Sur les coffres sociaux, Knight joue la carte du mystère avec une réponse digne d’Edward Kenway lui-même — « un pirate ne confirme ni ne nie l’existence de son trésor ». Amusant, mais surtout révélateur d’une volonté de préserver la surprise dans un remake. Par contre, une chose est confirmée sans ambiguïté : les séquences ADN disparaissent définitivement. Ce système de progression, souvent critiqué dans la version de 2013, ne sera pas réintégré.
Le système de recherche pirate remplace la mécanique originale de réputation. Voici comment il fonctionne concrètement :
- Plus le niveau de recherche d’Edward augmente, plus les Chasseurs de Pirates envoyés sont puissants et nombreux.
- Aborder des navires ennemis permet de réduire sa prime.

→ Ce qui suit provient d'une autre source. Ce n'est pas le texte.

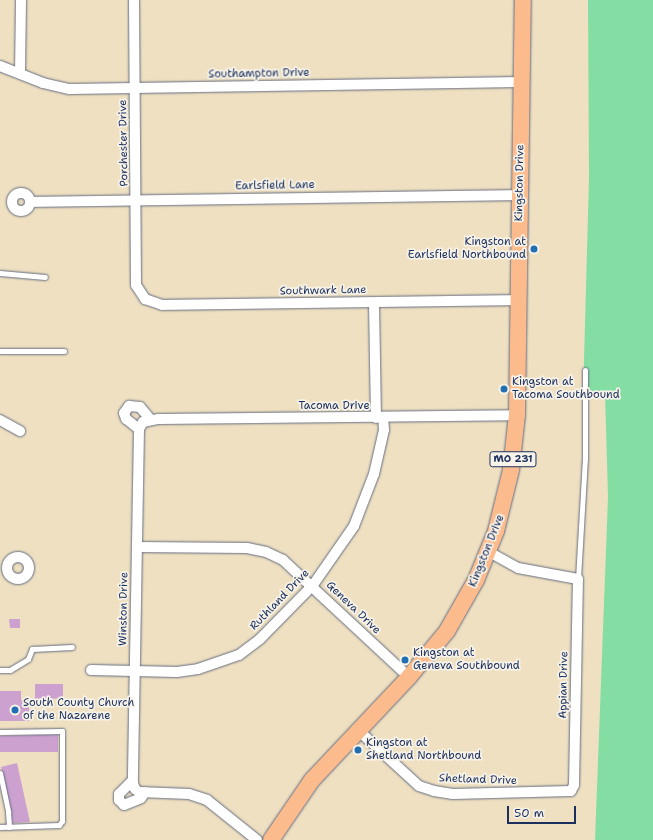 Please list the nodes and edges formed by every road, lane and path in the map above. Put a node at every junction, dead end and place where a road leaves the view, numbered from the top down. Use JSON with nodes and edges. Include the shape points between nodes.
{"nodes":[{"id":1,"x":21,"y":0,"type":"edge"},
{"id":2,"x":134,"y":0,"type":"edge"},
{"id":3,"x":523,"y":0,"type":"edge"},
{"id":4,"x":0,"y":66,"type":"edge"},
{"id":5,"x":20,"y":73,"type":"junction"},
{"id":6,"x":522,"y":82,"type":"junction"},
{"id":7,"x":135,"y":88,"type":"junction"},
{"id":8,"x":520,"y":195,"type":"junction"},
{"id":9,"x":136,"y":199,"type":"junction"},
{"id":10,"x":30,"y":202,"type":"dead end"},
{"id":11,"x":0,"y":273,"type":"edge"},
{"id":12,"x":45,"y":277,"type":"dead end"},
{"id":13,"x":136,"y":285,"type":"joint"},
{"id":14,"x":519,"y":300,"type":"junction"},
{"id":15,"x":374,"y":303,"type":"junction"},
{"id":16,"x":0,"y":351,"type":"edge"},
{"id":17,"x":64,"y":352,"type":"dead end"},
{"id":18,"x":585,"y":370,"type":"dead end"},
{"id":19,"x":517,"y":415,"type":"junction"},
{"id":20,"x":379,"y":417,"type":"junction"},
{"id":21,"x":0,"y":420,"type":"edge"},
{"id":22,"x":151,"y":420,"type":"junction"},
{"id":23,"x":139,"y":429,"type":"junction"},
{"id":24,"x":20,"y":431,"type":"dead end"},
{"id":25,"x":137,"y":547,"type":"junction"},
{"id":26,"x":488,"y":552,"type":"junction"},
{"id":27,"x":578,"y":579,"type":"junction"},
{"id":28,"x":313,"y":585,"type":"junction"},
{"id":29,"x":72,"y":647,"type":"dead end"},
{"id":30,"x":0,"y":670,"type":"edge"},
{"id":31,"x":91,"y":670,"type":"dead end"},
{"id":32,"x":135,"y":671,"type":"junction"},
{"id":33,"x":409,"y":677,"type":"junction"},
{"id":34,"x":358,"y":730,"type":"junction"},
{"id":35,"x":0,"y":732,"type":"edge"},
{"id":36,"x":0,"y":773,"type":"edge"},
{"id":37,"x":133,"y":785,"type":"junction"},
{"id":38,"x":145,"y":792,"type":"junction"},
{"id":39,"x":571,"y":792,"type":"joint"},
{"id":40,"x":0,"y":827,"type":"edge"},
{"id":41,"x":9,"y":827,"type":"junction"},
{"id":42,"x":257,"y":840,"type":"edge"},
{"id":43,"x":271,"y":840,"type":"edge"}],
"edges":[{"from":1,"to":5,"type":"street"},
{"from":2,"to":7,"type":"street","name":"Porchester Drive"},
{"from":3,"to":6,"type":"main road","name":"Kingston Drive","number":"MO 231"},
{"from":4,"to":5,"type":"street","name":"Southampton Drive"},
{"from":5,"to":7,"type":"street","name":"Southampton Drive","via":[[43,83],[70,89]]},
{"from":6,"to":7,"type":"street","name":"Southampton Drive"},
{"from":6,"to":8,"type":"main road","name":"Kingston Drive","number":"MO 231"},
{"from":7,"to":9,"type":"street","name":"Porchester Drive"},
{"from":8,"to":9,"type":"street","name":"Earlsfield Lane"},
{"from":8,"to":14,"type":"main road","name":"Kingston Drive","number":"MO 231"},
{"from":9,"to":10,"type":"street","name":"Earlsfield Lane"},
{"from":9,"to":13,"type":"street","name":"Porchester Drive"},
{"from":11,"to":12,"type":"lane"},
{"from":13,"to":15,"type":"street","name":"Southwark Lane","via":[[145,300],[162,305]]},
{"from":14,"to":15,"type":"street","name":"Southwark Lane"},
{"from":14,"to":19,"type":"main road","name":"Kingston Drive","number":"MO 231"},
{"from":15,"to":20,"type":"street","name":"Ruthland Drive"},
{"from":16,"to":17,"type":"lane"},
{"from":18,"to":27,"type":"lane","via":[[585,459]]},
{"from":19,"to":20,"type":"street","name":"Tacoma Drive"},
{"from":19,"to":26,"type":"main road","name":"Kingston Drive","number":"MO 231","via":[[507,491]]},
{"from":20,"to":22,"type":"street","name":"Tacoma Drive"},
{"from":20,"to":28,"type":"street","name":"Ruthland Drive","via":[[384,430],[374,474],[354,526]]},
{"from":21,"to":24,"type":"street"},
{"from":22,"to":23,"type":"street","via":[[143,422]]},
{"from":22,"to":23,"type":"street","via":[[140,407],[129,406],[124,413],[126,419]]},
{"from":23,"to":25,"type":"street","name":"Winston Drive"},
{"from":25,"to":28,"type":"street","name":"Geneva Drive","via":[[248,548],[266,552],[283,560]]},
{"from":25,"to":32,"type":"street","name":"Winston Drive"},
{"from":26,"to":27,"type":"street","via":[[518,568]]},
{"from":26,"to":33,"type":"main road","name":"Kingston Drive","number":"MO 231","via":[[458,614]]},
{"from":27,"to":39,"type":"street","name":"Appian Drive","via":[[574,784]]},
{"from":28,"to":32,"type":"street","name":"Ruthland Drive","via":[[260,639],[239,655],[198,669],[177,672]]},
{"from":28,"to":33,"type":"street","name":"Geneva Drive"},
{"from":29,"to":30,"type":"lane","via":[[32,649],[28,659],[10,670]]},
{"from":31,"to":32,"type":"street","name":"Ruthland Drive"},
{"from":32,"to":37,"type":"street","name":"Winston Drive"},
{"from":33,"to":34,"type":"main road","name":"Kingston Drive","number":"MO 231"},
{"from":34,"to":39,"type":"street","name":"Shetland Drive","via":[[410,779],[419,786],[434,791],[453,794]]},
{"from":34,"to":43,"type":"main road","name":"Kingston Drive","number":"MO 231","via":[[312,780]]},
{"from":35,"to":41,"type":"lane","via":[[62,731],[62,821],[59,825]]},
{"from":36,"to":41,"type":"lane"},
{"from":37,"to":38,"type":"street"},
{"from":37,"to":38,"type":"street","via":[[119,794],[119,800],[124,805],[141,798]]},
{"from":38,"to":42,"type":"street","via":[[189,794],[207,800]]},
{"from":40,"to":41,"type":"lane"}]} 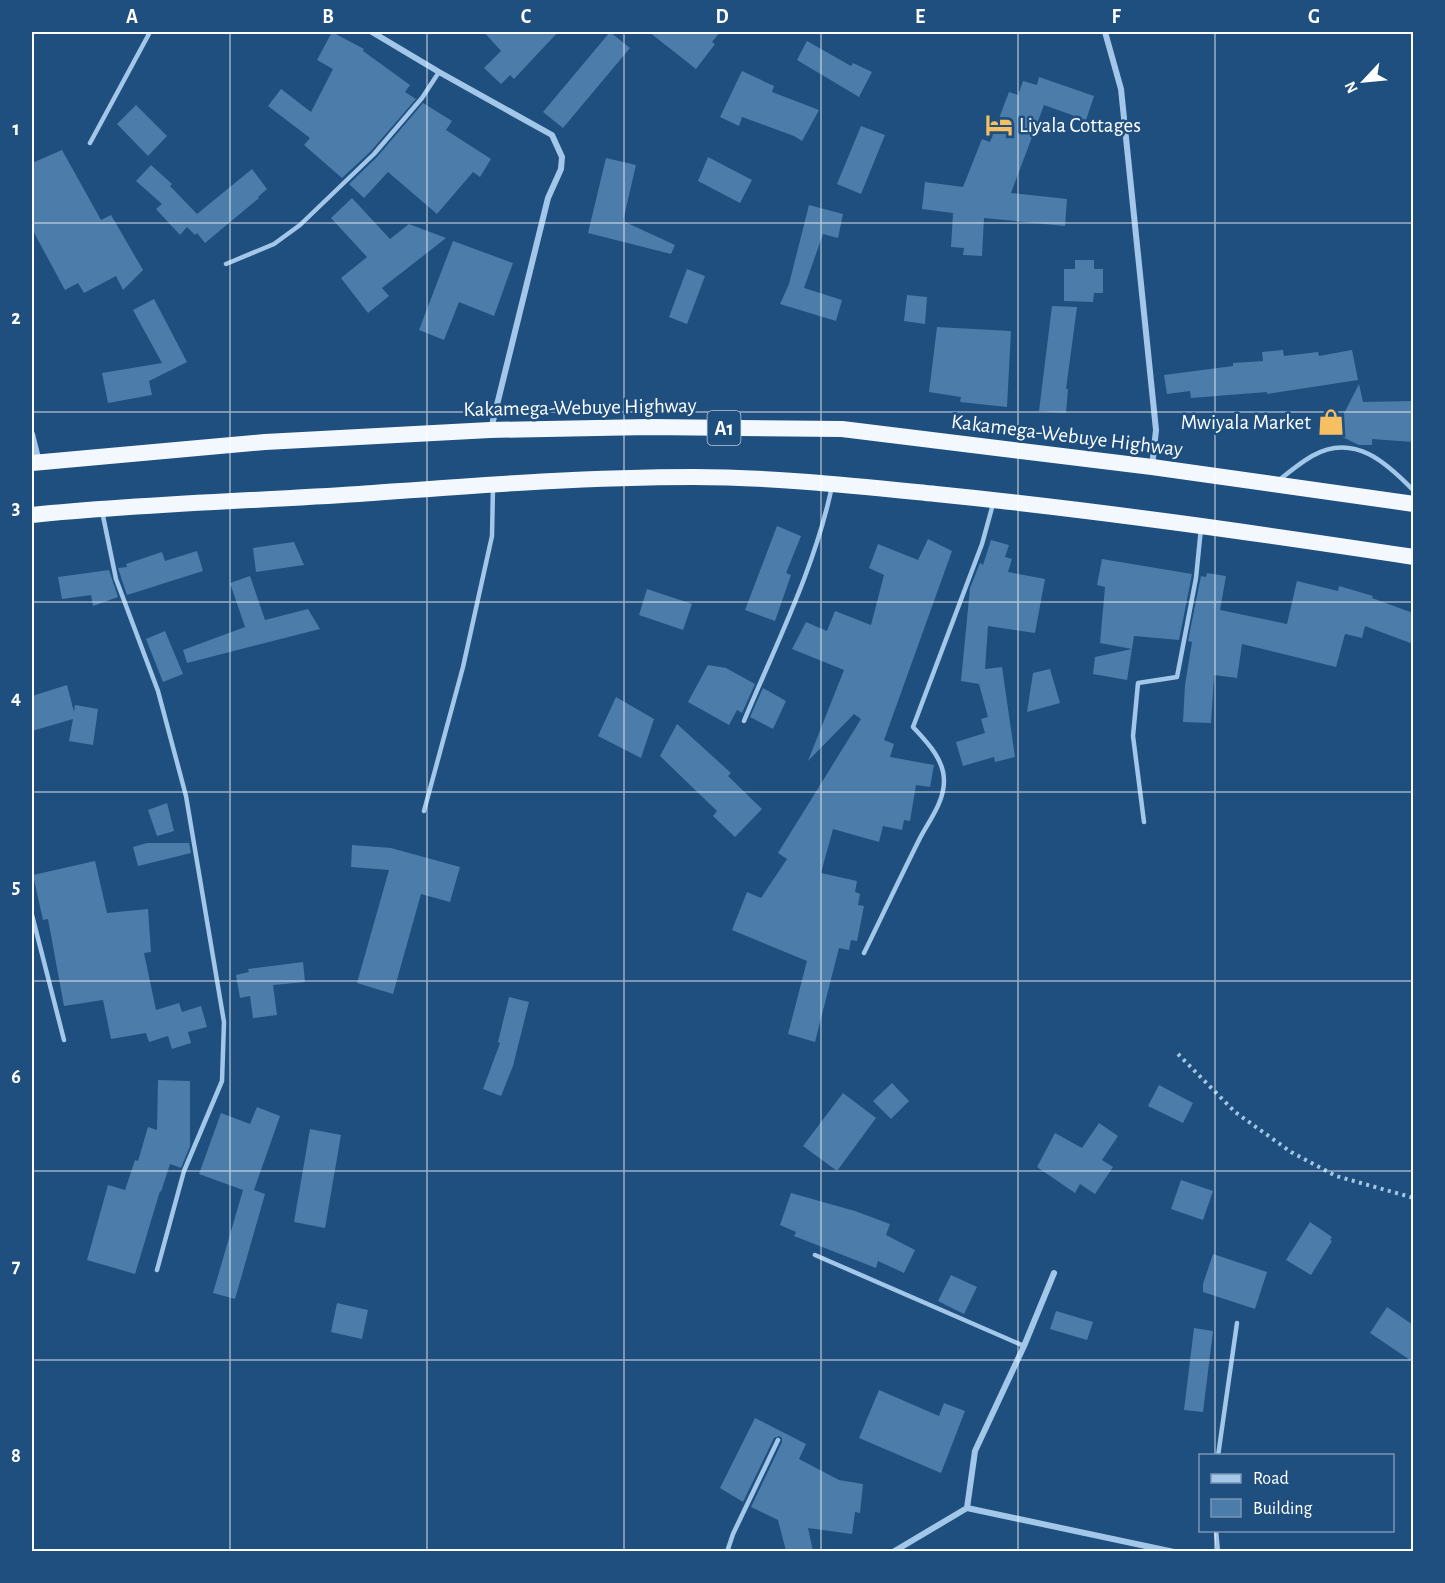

- Corrompre des officiers en les soudoyant représente une alternative discrète pour effacer sa trace.
C’est le système classique de Black Flag, mais retravaillé pour s’intégrer dans la nouvelle architecture du jeu. Pour moi, c’est le bon choix — réinventer ce mécanisme aurait risqué de trahir l’identité du titre original.
HUD personnalisable et retours visuels ajustés
Un point qui a suscité beaucoup de réactions dans la communauté : les effets visuels de parade. Paul Fu reconnaît que le feedback visuel lors des parades était « trop fort » — trop encombrant à l’écran. L’équipe travaille activement à l’ajuster, et la solution proposée est élégante : laisser le choix au joueur.
Fu confirme que le HUD et l’interface utilisateur seront entièrement personnalisables. Désactiver les effets visuels de parade sera possible, même si les développeurs recommandent de les conserver le temps de s’habituer au timing des attaques ennemies. C’est un conseil pragmatique : ces VFX servent d’indicateur pour les joueurs moins familiers avec les mécaniques de combat.
Cette approche modulaire de l’interface reflète une tendance forte dans les productions Ubisoft récentes. Donner au joueur le contrôle sur son expérience visuelle, c’est reconnaître que la communauté n’est pas monolithique. Certains veulent l’immersion totale, d’autres préfèrent un écran dégagé. Resynced semble vouloir satisfaire les deux profils, ce qui est une posture sage pour un remake d’un titre vieux de treize ans.
La date du 9 juillet stratégie vite. Entre la refonte des missions secondaires, l’autopilot naval, la technologie aquatique inédite et un HUD modulable, Black Flag Resynced se positionne comme bien plus qu’une opération nostalgie. Restez attentifs aux prochaines révélations d’Ubisoft — il reste visiblement des surprises dans la cale du Jackdaw.